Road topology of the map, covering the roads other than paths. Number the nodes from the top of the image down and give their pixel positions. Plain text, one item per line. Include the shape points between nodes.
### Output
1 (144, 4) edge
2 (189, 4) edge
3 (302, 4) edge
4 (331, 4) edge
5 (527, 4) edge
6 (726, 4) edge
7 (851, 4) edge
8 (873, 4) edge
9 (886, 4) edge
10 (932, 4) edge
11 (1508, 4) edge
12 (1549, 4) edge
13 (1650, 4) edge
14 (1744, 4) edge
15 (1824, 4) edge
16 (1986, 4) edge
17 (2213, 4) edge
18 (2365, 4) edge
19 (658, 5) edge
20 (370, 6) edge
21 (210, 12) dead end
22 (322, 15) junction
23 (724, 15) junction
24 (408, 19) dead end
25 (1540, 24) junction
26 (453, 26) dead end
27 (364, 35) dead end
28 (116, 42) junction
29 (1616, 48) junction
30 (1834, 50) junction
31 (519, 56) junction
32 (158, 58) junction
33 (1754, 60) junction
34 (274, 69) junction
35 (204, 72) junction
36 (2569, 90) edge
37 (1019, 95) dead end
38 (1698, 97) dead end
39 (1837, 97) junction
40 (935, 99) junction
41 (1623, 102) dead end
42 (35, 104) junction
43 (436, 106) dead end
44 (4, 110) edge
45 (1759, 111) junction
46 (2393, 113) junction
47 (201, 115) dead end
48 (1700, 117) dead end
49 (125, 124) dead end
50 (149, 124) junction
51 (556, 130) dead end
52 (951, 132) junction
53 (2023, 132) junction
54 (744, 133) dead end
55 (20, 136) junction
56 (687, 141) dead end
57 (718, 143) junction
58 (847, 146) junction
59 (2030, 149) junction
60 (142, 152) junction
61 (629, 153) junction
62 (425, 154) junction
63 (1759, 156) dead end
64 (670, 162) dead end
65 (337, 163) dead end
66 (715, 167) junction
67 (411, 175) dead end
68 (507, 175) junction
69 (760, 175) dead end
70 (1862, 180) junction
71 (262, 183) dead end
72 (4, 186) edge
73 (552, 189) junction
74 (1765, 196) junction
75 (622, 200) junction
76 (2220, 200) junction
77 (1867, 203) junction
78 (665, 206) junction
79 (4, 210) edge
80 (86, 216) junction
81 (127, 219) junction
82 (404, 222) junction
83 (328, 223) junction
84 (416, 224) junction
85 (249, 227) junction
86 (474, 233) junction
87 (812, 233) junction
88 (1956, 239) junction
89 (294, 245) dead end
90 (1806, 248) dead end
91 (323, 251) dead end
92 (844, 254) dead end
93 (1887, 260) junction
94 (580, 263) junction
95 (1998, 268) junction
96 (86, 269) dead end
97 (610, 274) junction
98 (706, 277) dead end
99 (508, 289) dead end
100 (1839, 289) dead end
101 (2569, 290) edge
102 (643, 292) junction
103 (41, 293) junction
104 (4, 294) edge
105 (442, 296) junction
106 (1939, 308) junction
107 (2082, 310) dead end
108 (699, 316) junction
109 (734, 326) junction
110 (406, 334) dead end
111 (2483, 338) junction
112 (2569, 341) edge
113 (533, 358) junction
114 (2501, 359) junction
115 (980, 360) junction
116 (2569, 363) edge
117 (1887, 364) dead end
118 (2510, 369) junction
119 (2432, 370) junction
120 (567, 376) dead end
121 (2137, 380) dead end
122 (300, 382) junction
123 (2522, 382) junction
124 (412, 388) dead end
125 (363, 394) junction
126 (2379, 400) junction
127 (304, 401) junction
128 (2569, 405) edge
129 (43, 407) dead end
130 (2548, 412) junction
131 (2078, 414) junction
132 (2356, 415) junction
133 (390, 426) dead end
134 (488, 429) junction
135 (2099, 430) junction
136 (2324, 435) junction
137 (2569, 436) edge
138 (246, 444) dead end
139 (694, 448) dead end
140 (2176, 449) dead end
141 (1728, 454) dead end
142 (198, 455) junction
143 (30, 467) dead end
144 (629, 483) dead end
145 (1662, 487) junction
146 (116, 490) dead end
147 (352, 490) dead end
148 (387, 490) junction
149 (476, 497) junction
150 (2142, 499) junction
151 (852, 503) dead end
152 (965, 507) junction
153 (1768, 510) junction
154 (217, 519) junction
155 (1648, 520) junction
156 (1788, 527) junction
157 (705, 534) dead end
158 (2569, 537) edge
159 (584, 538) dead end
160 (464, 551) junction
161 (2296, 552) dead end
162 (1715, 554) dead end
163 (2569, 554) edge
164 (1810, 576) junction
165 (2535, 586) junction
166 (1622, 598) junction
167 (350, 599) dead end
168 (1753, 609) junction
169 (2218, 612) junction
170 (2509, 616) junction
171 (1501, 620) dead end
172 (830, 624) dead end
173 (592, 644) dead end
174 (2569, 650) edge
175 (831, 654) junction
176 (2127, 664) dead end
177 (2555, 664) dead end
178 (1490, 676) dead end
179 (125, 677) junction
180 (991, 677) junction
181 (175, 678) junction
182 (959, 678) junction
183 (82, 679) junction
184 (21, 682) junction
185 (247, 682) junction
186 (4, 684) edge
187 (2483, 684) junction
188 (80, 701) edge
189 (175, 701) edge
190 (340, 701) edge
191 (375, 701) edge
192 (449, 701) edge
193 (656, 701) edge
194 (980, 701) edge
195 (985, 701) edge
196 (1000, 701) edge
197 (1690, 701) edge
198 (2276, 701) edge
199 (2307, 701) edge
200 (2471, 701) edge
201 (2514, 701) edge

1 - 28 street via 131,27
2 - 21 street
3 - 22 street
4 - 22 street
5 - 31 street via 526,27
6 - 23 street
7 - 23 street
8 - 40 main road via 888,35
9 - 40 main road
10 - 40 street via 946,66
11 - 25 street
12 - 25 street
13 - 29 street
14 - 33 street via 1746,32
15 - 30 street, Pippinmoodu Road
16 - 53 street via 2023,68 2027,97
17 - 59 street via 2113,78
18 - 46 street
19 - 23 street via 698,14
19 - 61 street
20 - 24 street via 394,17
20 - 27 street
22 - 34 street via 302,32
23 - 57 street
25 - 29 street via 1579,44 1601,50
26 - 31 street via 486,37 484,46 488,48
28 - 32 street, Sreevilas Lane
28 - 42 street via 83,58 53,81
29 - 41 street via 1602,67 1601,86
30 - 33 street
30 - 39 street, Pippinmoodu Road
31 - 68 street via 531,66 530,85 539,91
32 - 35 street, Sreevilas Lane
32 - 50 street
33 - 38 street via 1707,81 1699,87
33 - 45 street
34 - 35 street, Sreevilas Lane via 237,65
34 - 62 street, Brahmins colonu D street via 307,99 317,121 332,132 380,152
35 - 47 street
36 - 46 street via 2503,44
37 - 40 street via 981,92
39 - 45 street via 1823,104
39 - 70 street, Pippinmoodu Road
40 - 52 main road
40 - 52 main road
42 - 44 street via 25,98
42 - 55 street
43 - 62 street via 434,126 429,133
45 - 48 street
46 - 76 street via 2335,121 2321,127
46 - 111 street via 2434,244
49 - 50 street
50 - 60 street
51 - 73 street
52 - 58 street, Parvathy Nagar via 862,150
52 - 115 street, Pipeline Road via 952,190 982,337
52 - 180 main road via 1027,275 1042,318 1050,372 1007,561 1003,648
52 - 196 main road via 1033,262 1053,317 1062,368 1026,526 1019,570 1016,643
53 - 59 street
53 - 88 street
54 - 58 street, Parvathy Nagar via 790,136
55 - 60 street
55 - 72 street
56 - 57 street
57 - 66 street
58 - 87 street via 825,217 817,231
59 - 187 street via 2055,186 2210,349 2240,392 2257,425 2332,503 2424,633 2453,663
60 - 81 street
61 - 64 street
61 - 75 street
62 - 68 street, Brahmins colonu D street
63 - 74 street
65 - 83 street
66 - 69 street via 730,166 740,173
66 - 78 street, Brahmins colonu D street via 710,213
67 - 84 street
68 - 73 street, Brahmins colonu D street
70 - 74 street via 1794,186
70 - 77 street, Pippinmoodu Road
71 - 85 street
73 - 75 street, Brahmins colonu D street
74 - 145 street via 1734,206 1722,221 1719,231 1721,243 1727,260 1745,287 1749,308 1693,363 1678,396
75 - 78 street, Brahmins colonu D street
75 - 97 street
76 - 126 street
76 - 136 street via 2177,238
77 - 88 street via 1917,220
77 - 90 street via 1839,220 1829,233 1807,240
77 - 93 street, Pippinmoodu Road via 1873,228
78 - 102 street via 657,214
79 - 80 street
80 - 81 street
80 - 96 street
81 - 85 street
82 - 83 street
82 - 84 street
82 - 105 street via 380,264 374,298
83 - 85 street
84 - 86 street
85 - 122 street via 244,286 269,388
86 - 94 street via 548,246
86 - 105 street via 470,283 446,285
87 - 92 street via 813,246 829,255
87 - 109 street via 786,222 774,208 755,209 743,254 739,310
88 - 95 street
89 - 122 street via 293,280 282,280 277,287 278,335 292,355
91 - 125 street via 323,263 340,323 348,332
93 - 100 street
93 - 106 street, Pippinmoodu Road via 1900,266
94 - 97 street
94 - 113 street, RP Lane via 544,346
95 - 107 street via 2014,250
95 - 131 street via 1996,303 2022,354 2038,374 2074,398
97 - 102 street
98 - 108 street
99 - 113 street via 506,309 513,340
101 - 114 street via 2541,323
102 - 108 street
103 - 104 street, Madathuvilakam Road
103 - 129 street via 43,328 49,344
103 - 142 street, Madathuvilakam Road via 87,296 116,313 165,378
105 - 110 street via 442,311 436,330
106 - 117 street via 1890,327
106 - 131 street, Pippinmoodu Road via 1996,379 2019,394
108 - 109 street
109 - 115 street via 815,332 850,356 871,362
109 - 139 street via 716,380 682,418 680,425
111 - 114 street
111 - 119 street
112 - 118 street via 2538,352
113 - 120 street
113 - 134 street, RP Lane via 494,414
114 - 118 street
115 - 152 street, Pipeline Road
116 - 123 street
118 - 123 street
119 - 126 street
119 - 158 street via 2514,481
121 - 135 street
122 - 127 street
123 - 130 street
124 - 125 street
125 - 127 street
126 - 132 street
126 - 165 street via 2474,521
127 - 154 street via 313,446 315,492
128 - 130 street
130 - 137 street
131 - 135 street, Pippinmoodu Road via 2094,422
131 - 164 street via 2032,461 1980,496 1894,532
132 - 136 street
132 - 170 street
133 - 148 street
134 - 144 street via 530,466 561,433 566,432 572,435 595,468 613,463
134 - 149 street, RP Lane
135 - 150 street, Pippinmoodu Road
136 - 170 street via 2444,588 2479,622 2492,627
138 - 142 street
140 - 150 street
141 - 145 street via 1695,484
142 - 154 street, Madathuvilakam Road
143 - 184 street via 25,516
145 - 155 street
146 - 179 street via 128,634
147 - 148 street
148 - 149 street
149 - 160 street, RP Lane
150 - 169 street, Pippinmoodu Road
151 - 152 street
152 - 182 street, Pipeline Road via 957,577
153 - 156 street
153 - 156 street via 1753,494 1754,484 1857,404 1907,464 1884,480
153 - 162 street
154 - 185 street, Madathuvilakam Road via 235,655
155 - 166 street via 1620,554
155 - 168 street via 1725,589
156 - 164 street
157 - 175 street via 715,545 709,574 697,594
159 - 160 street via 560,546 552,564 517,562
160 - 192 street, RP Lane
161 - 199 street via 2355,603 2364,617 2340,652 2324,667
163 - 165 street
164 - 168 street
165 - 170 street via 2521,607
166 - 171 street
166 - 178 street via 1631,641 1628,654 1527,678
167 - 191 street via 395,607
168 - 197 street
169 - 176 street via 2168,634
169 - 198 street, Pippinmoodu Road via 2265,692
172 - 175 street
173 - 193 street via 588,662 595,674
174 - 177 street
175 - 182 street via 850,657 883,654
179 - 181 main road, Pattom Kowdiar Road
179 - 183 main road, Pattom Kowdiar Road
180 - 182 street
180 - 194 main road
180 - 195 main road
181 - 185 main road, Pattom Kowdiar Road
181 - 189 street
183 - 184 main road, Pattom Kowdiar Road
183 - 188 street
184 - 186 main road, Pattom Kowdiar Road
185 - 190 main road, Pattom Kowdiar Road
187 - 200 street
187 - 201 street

········

▸ **ASSIGNED TASK**: Each line above that includes the word "Parvathy" is to be copied.

▸ **SOLUTION FOR THIS TASK**:
52 - 58 street, Parvathy Nagar via 862,150
54 - 58 street, Parvathy Nagar via 790,136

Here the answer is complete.